Microsoft to store some data in Germany over privacy concerns

Microsoft will store data for European cloud computing customers on servers run by a German company to reassure them that their data can't be accessed by U.S. authorities.

It’s an admission from the company that tech firms will need to find new ways to satisfy overseas customers' privacy concerns after a European Union court invalidated a key data safety pact.


Microsoft said Wednesday that it would offer customers the option of storing their data in two server farms in Germany, likely in 2016.

In an unusual arrangement, the data centers will be under the control of Deutsche Telekom. Microsoft will not be able to access the data without first getting permission from the customer or Deutsche Telekom. The company will also supervise Microsoft’s access, if granted, to the data.

For German customers, it offers a guarantee that their data will stay in the country. The product is explicitly being pitched as a benefit for industries concerned about data privacy issues, including the financial and health sectors.

"Our new datacenter regions in Germany, operated in partnership with Deutsche Telekom, will not only spur local innovation and growth, but offer customers choice and trust in how their data is handled and where it is stored,” said Satya Nadella, Microsoft’s CEO, in a statement.

The service will likely begin in the second half of 2016, the company said, and is being offered to German customers as well as those elsewhere in the European Union or the four-member European Free Trade Association.

Microsoft’s new offering highlights the tech industry's angst after a European court struck down a “safe harbor” pact between the European Union and the U.S. that made it easier for American companies to store European customer data stateside.
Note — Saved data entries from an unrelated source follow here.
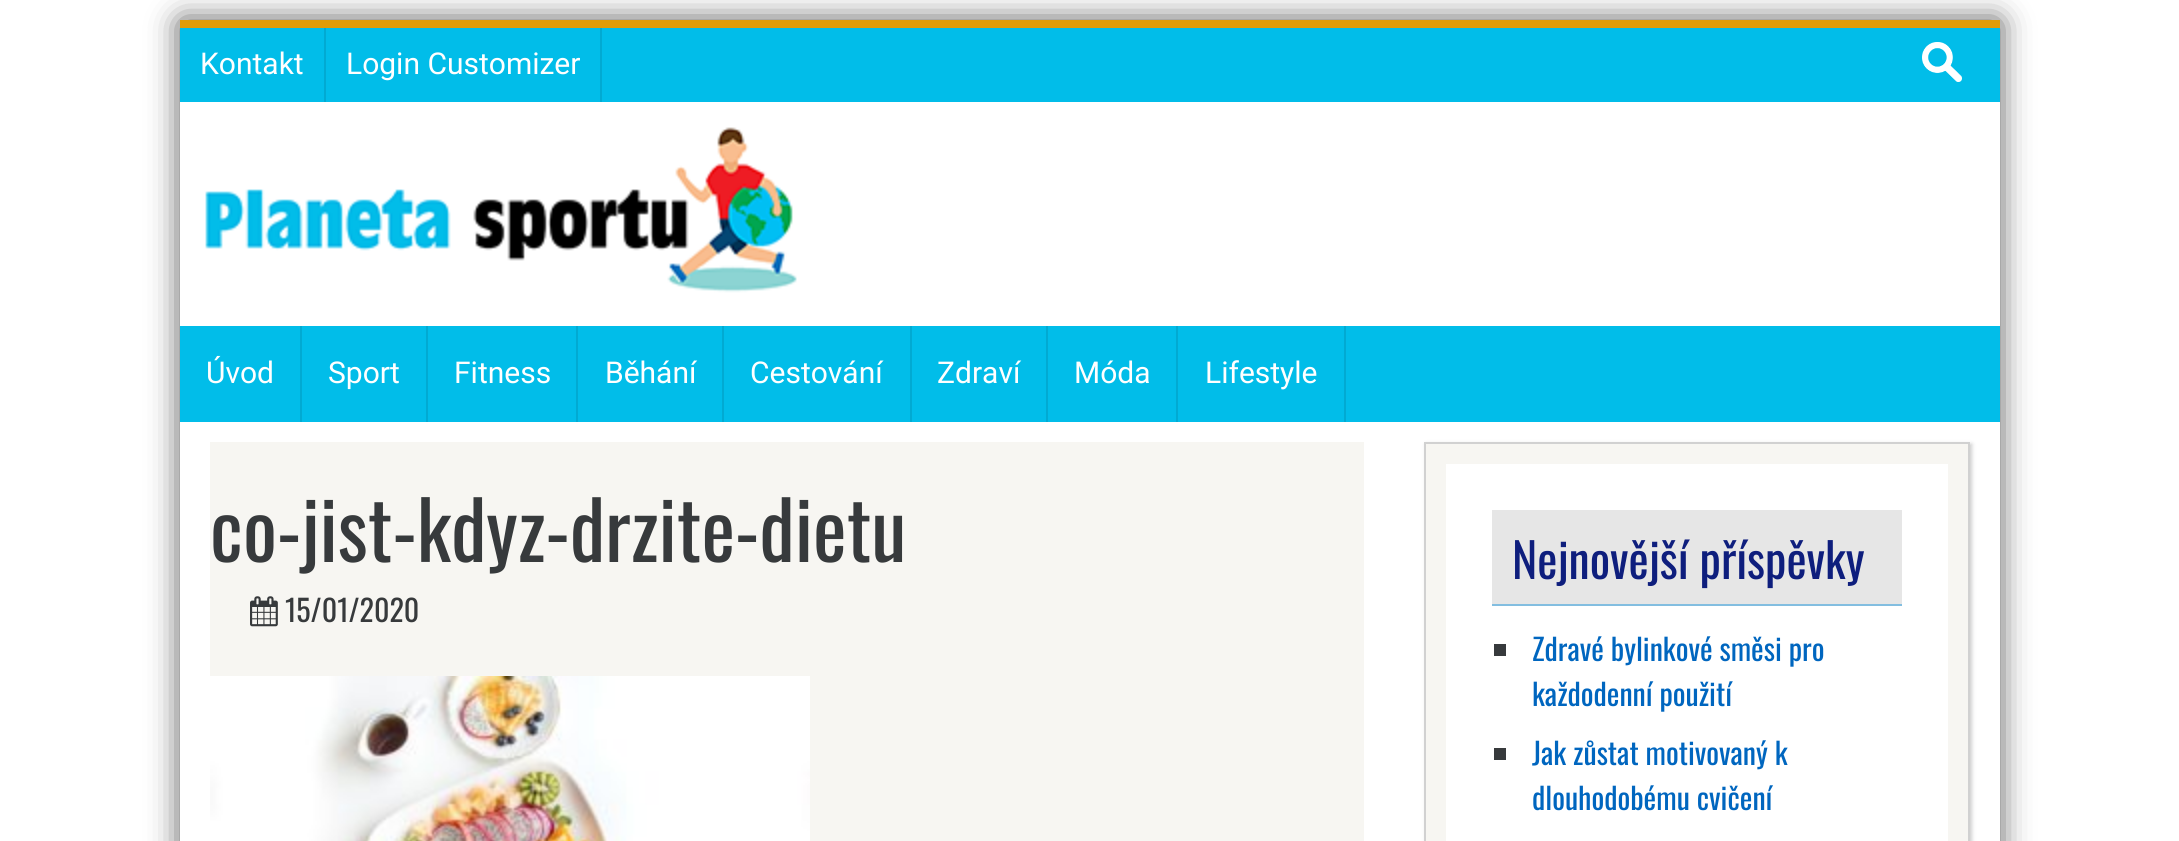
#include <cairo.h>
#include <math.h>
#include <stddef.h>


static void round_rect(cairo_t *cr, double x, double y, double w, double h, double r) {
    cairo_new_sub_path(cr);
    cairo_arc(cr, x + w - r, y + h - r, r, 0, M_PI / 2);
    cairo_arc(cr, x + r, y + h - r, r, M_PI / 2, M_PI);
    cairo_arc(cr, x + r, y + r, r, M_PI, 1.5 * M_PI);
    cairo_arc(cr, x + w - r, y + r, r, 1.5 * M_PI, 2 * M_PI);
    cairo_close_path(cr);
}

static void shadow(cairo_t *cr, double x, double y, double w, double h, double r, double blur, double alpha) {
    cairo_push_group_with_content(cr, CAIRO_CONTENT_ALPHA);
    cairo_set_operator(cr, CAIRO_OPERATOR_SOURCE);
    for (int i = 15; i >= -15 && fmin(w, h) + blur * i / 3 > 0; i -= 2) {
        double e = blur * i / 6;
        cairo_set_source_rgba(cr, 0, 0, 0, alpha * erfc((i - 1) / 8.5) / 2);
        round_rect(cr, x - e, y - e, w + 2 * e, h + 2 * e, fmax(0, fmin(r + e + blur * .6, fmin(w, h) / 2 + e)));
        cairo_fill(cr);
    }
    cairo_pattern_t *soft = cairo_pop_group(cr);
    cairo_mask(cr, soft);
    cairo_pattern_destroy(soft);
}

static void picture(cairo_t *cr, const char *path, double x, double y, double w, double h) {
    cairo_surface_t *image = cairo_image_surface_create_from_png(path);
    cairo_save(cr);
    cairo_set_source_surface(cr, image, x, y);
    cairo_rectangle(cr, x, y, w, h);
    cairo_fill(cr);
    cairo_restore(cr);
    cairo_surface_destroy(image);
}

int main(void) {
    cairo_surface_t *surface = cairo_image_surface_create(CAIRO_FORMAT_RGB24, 2179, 841);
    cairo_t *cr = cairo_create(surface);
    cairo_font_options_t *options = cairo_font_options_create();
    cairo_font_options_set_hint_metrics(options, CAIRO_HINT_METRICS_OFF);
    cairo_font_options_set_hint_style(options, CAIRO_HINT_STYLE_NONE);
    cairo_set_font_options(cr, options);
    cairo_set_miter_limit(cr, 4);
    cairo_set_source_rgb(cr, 1, 1, 1);
    cairo_paint(cr);
    cairo_save(cr);
    cairo_set_fill_rule(cr, CAIRO_FILL_RULE_EVEN_ODD);
    cairo_new_path(cr);
    cairo_move_to(cr, 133, 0);
    cairo_line_to(cr, 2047, 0);
    cairo_line_to(cr, 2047, 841);
    cairo_line_to(cr, 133, 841);
    cairo_close_path(cr);
    cairo_move_to(cr, 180, 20);
    cairo_line_to(cr, 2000, 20);
    cairo_line_to(cr, 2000, 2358);
    cairo_line_to(cr, 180, 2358);
    cairo_close_path(cr);
    cairo_clip(cr);
    cairo_set_source_rgb(cr, 0, 0, 0);
    shadow(cr, 182, 22, 1816, 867, 0, 16, 0.75);
    cairo_restore(cr);
    cairo_set_source_rgb(cr, 0.878, 0.612, 0.035);
    cairo_rectangle(cr, 180, 20, 1820, 8);
    cairo_fill(cr);
    cairo_set_source_rgb(cr, 0.004, 0.741, 0.914);
    cairo_rectangle(cr, 180, 28, 1820, 74);
    cairo_fill(cr);
    cairo_set_source_rgb(cr, 0.004, 0.667, 0.824);
    cairo_rectangle(cr, 324, 28, 2, 74);
    cairo_fill(cr);
    cairo_select_font_face(cr, "Roboto", CAIRO_FONT_SLANT_NORMAL, CAIRO_FONT_WEIGHT_NORMAL);
    cairo_set_font_size(cr, 30);
    cairo_set_source_rgb(cr, 1, 1, 1);
    cairo_move_to(cr, 200, 74);
    cairo_show_text(cr, "Kontakt");
    cairo_set_source_rgb(cr, 0.004, 0.667, 0.824);
    cairo_rectangle(cr, 600, 28, 2, 74);
    cairo_fill(cr);
    cairo_set_source_rgb(cr, 1, 1, 1);
    cairo_move_to(cr, 346, 74);
    cairo_show_text(cr, "Login Customizer");
    picture(cr, "img1.png", 1922, 42, 40, 40);
    picture(cr, "img2.png", 205, 127, 592, 166);
    cairo_set_source_rgb(cr, 0.004, 0.741, 0.914);
    cairo_rectangle(cr, 180, 326, 1820, 96);
    cairo_fill(cr);
    cairo_set_source_rgb(cr, 0.004, 0.667, 0.824);
    cairo_rectangle(cr, 300, 326, 2, 96);
    cairo_fill(cr);
    cairo_set_source_rgb(cr, 1, 1, 1);
    cairo_move_to(cr, 206, 383);
    cairo_show_text(cr, "Úvod");
    cairo_set_source_rgb(cr, 0.004, 0.667, 0.824);
    cairo_rectangle(cr, 426, 326, 2, 96);
    cairo_fill(cr);
    cairo_set_source_rgb(cr, 1, 1, 1);
    cairo_move_to(cr, 328, 383);
    cairo_show_text(cr, "Sport");
    cairo_set_source_rgb(cr, 0.004, 0.667, 0.824);
    cairo_rectangle(cr, 576, 326, 2, 96);
    cairo_fill(cr);
    cairo_set_source_rgb(cr, 1, 1, 1);
    cairo_move_to(cr, 454, 383);
    cairo_show_text(cr, "Fitness");
    cairo_set_source_rgb(cr, 0.004, 0.667, 0.824);
    cairo_rectangle(cr, 722, 326, 2, 96);
    cairo_fill(cr);
    cairo_set_source_rgb(cr, 1, 1, 1);
    cairo_move_to(cr, 605, 383);
    cairo_show_text(cr, "Běhání");
    cairo_set_source_rgb(cr, 0.004, 0.667, 0.824);
    cairo_rectangle(cr, 910, 326, 2, 96);
    cairo_fill(cr);
    cairo_set_source_rgb(cr, 1, 1, 1);
    cairo_move_to(cr, 750, 383);
    cairo_show_text(cr, "Cestování");
    cairo_set_source_rgb(cr, 0.004, 0.667, 0.824);
    cairo_rectangle(cr, 1046, 326, 2, 96);
    cairo_fill(cr);
    cairo_set_source_rgb(cr, 1, 1, 1);
    cairo_move_to(cr, 937, 383);
    cairo_show_text(cr, "Zdraví");
    cairo_set_source_rgb(cr, 0.004, 0.667, 0.824);
    cairo_rectangle(cr, 1176, 326, 2, 96);
    cairo_fill(cr);
    cairo_set_source_rgb(cr, 1, 1, 1);
    cairo_move_to(cr, 1074, 383);
    cairo_show_text(cr, "Móda");
    cairo_set_source_rgb(cr, 0.004, 0.667, 0.824);
    cairo_rectangle(cr, 1344, 326, 2, 96);
    cairo_fill(cr);
    cairo_set_source_rgb(cr, 1, 1, 1);
    cairo_move_to(cr, 1205, 383);
    cairo_show_text(cr, "Lifestyle");
    cairo_set_source_rgb(cr, 0.965, 0.961, 0.949);
    cairo_rectangle(cr, 210, 442, 1154, 399);
    cairo_fill(cr);
    cairo_select_font_face(cr, "Oswald", CAIRO_FONT_SLANT_NORMAL, CAIRO_FONT_WEIGHT_NORMAL);
    cairo_set_font_size(cr, 80);
    cairo_set_source_rgb(cr, 0.216, 0.227, 0.235);
    cairo_move_to(cr, 210, 562);
    cairo_show_text(cr, "co-jist-kdyz-drzite-dietu");
    picture(cr, "img3.png", 250, 596, 28, 31);
    cairo_set_font_size(cr, 30);
    cairo_move_to(cr, 285, 622);
    cairo_show_text(cr, "15/01/2020");
    picture(cr, "img4.png", 210, 676, 600, 165);
    cairo_set_source_rgb(cr, 0.808, 0.808, 0.808);
    shadow(cr, 1426, 444, 546, 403, 0, 2, 1);
    cairo_set_source_rgb(cr, 0.965, 0.961, 0.949);
    cairo_rectangle(cr, 1425, 443, 544, 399);
    cairo_fill_preserve(cr);
    cairo_set_source_rgb(cr, 0.82, 0.82, 0.82);
    cairo_stroke(cr);
    cairo_set_source_rgb(cr, 1, 1, 1);
    cairo_rectangle(cr, 1446, 464, 502, 377);
    cairo_fill(cr);
    cairo_set_source_rgb(cr, 0.902, 0.902, 0.902);
    cairo_rectangle(cr, 1492, 510, 410, 94);
    cairo_fill(cr);
    cairo_set_source_rgb(cr, 0.514, 0.745, 0.878);
    cairo_rectangle(cr, 1492, 604, 410, 2);
    cairo_fill(cr);
    cairo_set_font_size(cr, 48);
    cairo_set_source_rgb(cr, 0.055, 0.118, 0.49);
    cairo_move_to(cr, 1512, 579);
    cairo_show_text(cr, "Nejnovější příspěvky");
    cairo_set_source_rgb(cr, 0.216, 0.227, 0.235);
    cairo_rectangle(cr, 1494, 644, 12, 12);
    cairo_fill(cr);
    cairo_set_font_size(cr, 30);
    cairo_set_source_rgb(cr, 0, 0.4, 0.749);
    cairo_move_to(cr, 1532, 661);
    cairo_show_text(cr, "Zdravé bylinkové směsi pro");
    cairo_move_to(cr, 1532, 706);
    cairo_show_text(cr, "každodenní použití");
    cairo_set_source_rgb(cr, 0.216, 0.227, 0.235);
    cairo_rectangle(cr, 1494, 748, 12, 12);
    cairo_fill(cr);
    cairo_set_source_rgb(cr, 0, 0.4, 0.749);
    cairo_move_to(cr, 1532, 765);
    cairo_show_text(cr, "Jak zůstat motivovaný k");
    cairo_move_to(cr, 1532, 810);
    cairo_show_text(cr, "dlouhodobému cvičení");
    cairo_surface_write_to_png(surface, "page.png");
    cairo_font_options_destroy(options);
    cairo_destroy(cr);
    cairo_surface_destroy(surface);
    return 0;
}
Under the agreement, American companies could store the data in the U.S. as long as they pledged to abide with Europe’s stricter privacy standards.
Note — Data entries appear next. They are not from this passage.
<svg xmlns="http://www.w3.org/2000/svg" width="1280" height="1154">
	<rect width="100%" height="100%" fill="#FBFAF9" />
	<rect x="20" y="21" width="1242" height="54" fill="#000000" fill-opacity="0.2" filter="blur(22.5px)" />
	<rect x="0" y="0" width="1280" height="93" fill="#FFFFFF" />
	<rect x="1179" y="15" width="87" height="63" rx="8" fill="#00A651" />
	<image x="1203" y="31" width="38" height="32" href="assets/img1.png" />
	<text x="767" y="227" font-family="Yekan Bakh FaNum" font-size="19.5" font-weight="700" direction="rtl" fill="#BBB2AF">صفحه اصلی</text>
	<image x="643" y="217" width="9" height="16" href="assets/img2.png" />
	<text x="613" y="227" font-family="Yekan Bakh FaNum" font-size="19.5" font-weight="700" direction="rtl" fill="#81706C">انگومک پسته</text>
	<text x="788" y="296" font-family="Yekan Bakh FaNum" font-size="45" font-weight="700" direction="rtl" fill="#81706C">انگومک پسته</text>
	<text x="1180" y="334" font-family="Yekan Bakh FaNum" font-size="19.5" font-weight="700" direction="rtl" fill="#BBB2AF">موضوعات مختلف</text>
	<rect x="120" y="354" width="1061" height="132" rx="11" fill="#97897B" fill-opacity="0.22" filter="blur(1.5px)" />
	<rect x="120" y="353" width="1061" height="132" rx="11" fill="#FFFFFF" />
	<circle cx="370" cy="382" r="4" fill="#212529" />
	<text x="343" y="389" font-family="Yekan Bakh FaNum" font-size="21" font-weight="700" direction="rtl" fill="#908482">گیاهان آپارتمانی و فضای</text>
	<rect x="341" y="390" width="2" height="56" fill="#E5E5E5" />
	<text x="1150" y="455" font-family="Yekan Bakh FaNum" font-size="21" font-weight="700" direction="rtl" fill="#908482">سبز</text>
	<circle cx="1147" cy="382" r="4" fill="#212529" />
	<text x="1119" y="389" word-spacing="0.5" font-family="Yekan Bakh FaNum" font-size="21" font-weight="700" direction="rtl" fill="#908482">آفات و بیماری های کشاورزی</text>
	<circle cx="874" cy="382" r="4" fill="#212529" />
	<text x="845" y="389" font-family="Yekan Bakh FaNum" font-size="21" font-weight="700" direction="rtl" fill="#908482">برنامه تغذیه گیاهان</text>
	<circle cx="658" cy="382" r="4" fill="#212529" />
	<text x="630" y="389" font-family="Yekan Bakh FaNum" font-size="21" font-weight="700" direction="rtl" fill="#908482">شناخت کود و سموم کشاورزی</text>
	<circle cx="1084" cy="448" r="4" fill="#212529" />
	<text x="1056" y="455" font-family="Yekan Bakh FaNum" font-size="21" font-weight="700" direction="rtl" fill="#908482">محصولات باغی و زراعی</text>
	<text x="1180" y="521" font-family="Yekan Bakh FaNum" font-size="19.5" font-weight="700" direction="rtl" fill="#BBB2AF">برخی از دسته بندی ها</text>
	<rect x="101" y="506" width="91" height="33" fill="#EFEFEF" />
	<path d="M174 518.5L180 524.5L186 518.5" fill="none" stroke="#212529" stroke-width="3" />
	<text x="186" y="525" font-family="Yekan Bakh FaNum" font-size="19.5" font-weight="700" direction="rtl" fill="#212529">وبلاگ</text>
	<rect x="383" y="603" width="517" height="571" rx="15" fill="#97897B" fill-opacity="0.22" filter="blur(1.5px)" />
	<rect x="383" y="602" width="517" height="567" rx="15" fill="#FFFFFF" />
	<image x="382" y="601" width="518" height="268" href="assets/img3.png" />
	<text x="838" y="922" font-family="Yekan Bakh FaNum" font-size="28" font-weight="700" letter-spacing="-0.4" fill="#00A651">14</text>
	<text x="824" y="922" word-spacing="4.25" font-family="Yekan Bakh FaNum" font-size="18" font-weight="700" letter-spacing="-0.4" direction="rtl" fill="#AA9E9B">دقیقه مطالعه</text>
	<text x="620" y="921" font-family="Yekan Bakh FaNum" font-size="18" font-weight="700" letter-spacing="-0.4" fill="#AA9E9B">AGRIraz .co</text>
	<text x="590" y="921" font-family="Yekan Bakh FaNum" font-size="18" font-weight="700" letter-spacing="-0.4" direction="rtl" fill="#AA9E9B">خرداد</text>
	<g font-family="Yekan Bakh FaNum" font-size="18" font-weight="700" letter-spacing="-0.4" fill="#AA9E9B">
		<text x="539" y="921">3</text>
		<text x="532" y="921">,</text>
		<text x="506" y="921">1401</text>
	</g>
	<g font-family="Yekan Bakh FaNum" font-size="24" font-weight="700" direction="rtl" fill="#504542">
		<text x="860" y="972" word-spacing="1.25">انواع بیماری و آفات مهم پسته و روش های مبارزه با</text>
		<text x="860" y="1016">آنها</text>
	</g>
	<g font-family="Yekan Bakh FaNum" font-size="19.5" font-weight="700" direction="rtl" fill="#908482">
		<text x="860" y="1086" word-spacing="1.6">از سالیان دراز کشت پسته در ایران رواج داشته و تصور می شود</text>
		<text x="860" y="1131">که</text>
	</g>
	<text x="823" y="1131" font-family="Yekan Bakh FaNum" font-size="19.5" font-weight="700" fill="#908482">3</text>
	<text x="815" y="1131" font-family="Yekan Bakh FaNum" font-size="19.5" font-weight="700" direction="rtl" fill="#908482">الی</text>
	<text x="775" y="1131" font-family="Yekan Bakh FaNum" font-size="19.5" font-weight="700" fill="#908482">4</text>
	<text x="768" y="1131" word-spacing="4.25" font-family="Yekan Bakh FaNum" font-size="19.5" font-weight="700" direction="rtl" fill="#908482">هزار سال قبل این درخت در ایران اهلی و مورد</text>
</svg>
With that option off the table, companies are hoping the countries involved reach a new deal or will consider storing more data in Europe. Microsoft seems to have chosen the latter route: it also announced this week that it would open its first data center in the United Kingdom. In addition to reassuring European consumers and companies, the data centers announcement Wednesday gives Microsoft some protection against accusations of violating privacy regulations.

European regulators said earlier this month that companies still had legal options that would allow them to transfer data across the Atlantic. And negotiators are said to be working on a new deal.